Begitupun sebaliknya, Sayidah Fathimah a.s. telah mengajarkan pada para istri agar tidak segan-segan untuk mengungkapkan perasaan, dukungan dan kesetiaan terhadap suaminya, seperti yang telah beliau sampaikan kepada Imam Ali a.s., suami tercintanya, “Wahai Abul Hasan, jiwaku akan menjadi tebusan jiwamu, diriku akan menjadi penjaga dirimu, aku akan senantiasa menyertaimu dalam keadaan senang maupun susah.” [Kaukab ad-Durri, jil 1, hal 196]
Beliau berdua memang manusia ma’shum yang terbebas dari dosa. Namun bukan berarti kita tidak bisa meneladani mereka; justru kita wajib mencontoh perilaku mereka semaksimal mungkin. Suami manapun pasti akan merasa bahagia dan tersanjung bila mendengar ungkapan seperti yang telah disampaikan Sayidah Fathimah a.s. kepada suami tercintanya. Ini pun harus diteladani oleh para istri. Dukungannya pada suami, baik dalam ucapan maupun perilaku, akan membantu suami agar kuat dalam menghadapi segala tantangan hidup, terutama bisikan-bisikan setan yang menyerangnya dari segala penjuru.
Dalam sebuah riwayat disebutkan bahwa menjaga keimanan di akhir jaman seperti menggenggam bara api. Bisa dibayangkan betapa sulitnya menggenggam bara api, begitupun menjaga keimanan. Segala godaan dari semua arah, teknologi pun memiliki peran dalam hal ini jika kita tidak dapat menggunakannya dalam hal-hal positif. Seorang istri yang baik akan senantiasa membantu suaminya agar tetap dalam keimanan. Dengan komunikasi yang benar ia akan senantiasa menjadi alarm bagi suaminya bila ada godaan, “Sayangku…! Bila nanti di luar melihat cewek cantik, ingat ya… pandangan pertama rahmat, pandangan kedua adalah laknat. Rugi loh… memandanginya terus, toh dia bukan milikmu. Itu hanya godaan yang sedang mencoba meluruhkan benteng keimananmu.”
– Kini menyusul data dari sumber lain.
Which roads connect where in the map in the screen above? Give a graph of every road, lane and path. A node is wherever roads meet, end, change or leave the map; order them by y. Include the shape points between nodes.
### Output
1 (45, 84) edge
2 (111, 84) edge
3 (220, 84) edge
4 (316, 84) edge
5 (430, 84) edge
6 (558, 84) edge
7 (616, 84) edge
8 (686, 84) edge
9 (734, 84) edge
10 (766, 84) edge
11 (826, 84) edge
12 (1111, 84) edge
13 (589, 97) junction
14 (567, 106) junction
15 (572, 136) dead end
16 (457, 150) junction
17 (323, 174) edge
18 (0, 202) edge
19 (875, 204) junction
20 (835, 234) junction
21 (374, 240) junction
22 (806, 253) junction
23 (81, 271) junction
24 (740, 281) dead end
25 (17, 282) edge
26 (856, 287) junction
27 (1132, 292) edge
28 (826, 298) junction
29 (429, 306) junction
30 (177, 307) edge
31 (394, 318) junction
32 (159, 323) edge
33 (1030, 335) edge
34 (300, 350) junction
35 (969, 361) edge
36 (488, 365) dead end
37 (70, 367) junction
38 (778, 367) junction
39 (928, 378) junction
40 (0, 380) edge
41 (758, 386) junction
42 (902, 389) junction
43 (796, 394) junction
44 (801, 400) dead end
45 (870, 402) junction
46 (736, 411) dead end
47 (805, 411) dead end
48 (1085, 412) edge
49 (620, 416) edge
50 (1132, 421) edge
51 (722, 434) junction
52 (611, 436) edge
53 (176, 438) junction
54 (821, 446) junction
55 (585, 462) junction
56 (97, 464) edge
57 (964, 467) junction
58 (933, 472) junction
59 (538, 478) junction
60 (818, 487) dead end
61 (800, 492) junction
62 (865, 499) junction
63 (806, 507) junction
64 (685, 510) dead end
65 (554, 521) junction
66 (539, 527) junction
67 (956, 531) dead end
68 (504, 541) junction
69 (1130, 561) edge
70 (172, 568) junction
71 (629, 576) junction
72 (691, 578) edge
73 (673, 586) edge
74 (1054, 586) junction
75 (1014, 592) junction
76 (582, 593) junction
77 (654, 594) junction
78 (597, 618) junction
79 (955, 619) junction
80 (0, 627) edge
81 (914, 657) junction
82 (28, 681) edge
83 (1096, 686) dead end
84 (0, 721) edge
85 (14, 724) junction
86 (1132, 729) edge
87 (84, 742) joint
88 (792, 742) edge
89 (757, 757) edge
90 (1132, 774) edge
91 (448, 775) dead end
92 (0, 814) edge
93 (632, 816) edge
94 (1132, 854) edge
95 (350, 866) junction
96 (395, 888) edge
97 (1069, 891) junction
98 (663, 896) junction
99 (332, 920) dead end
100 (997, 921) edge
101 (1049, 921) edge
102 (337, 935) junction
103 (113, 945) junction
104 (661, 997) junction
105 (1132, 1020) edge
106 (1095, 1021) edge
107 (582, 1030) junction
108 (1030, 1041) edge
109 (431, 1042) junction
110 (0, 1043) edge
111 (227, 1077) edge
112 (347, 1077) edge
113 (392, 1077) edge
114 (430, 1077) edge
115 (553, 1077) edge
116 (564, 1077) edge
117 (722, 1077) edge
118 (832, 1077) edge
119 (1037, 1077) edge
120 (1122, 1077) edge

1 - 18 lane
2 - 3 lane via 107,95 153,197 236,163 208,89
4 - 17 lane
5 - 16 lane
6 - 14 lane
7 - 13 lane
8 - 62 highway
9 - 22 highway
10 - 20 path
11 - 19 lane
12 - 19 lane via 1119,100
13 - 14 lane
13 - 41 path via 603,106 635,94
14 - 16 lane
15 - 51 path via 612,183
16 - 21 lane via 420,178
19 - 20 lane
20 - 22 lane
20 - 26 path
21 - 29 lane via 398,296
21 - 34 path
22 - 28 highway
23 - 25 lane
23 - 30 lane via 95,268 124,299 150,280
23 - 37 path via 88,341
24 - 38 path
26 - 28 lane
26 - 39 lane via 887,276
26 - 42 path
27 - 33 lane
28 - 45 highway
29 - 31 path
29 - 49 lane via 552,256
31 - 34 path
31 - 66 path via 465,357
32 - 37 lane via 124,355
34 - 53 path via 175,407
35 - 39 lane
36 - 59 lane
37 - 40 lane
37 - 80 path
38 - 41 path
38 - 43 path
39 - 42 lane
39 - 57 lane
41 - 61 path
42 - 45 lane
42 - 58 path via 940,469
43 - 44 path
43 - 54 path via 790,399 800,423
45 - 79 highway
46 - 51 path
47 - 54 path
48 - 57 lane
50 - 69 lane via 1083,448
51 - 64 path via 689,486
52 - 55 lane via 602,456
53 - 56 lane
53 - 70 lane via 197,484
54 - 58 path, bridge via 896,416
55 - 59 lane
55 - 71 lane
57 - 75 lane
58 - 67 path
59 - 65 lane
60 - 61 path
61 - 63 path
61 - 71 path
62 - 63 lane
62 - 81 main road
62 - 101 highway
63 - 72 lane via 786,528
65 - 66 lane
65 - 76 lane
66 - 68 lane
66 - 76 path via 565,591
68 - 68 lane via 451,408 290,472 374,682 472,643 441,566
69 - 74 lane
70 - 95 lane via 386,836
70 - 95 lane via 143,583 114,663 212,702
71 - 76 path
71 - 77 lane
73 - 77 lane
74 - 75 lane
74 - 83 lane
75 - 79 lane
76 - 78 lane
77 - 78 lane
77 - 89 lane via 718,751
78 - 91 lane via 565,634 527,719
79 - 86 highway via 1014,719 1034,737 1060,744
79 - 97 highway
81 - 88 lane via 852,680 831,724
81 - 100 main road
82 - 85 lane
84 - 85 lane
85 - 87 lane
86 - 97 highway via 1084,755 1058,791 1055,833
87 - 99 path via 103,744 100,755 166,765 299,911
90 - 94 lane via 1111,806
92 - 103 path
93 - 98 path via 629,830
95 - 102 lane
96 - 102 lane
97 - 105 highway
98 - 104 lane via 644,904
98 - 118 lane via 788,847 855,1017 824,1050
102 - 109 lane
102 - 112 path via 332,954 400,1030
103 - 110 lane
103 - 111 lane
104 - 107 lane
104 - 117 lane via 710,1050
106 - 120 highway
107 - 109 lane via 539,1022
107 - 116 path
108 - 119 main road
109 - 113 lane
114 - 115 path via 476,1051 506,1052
“Sayangku…! Carilah rezeki yang halal. Percuma uang banyak kalau hasil korupsi. Harta dan tahta merupakan amanah yang akan dimintai pertanggungjawaban. Mamah akan senantiasa mendoakan papah agar mampu menjalankan amanah ini dengan baik.”
Nah, marilah kita menjadi teman bagi pasangan dalam ketakwaan, agar menjadi pasangan dunia dan akhirat. Amiin.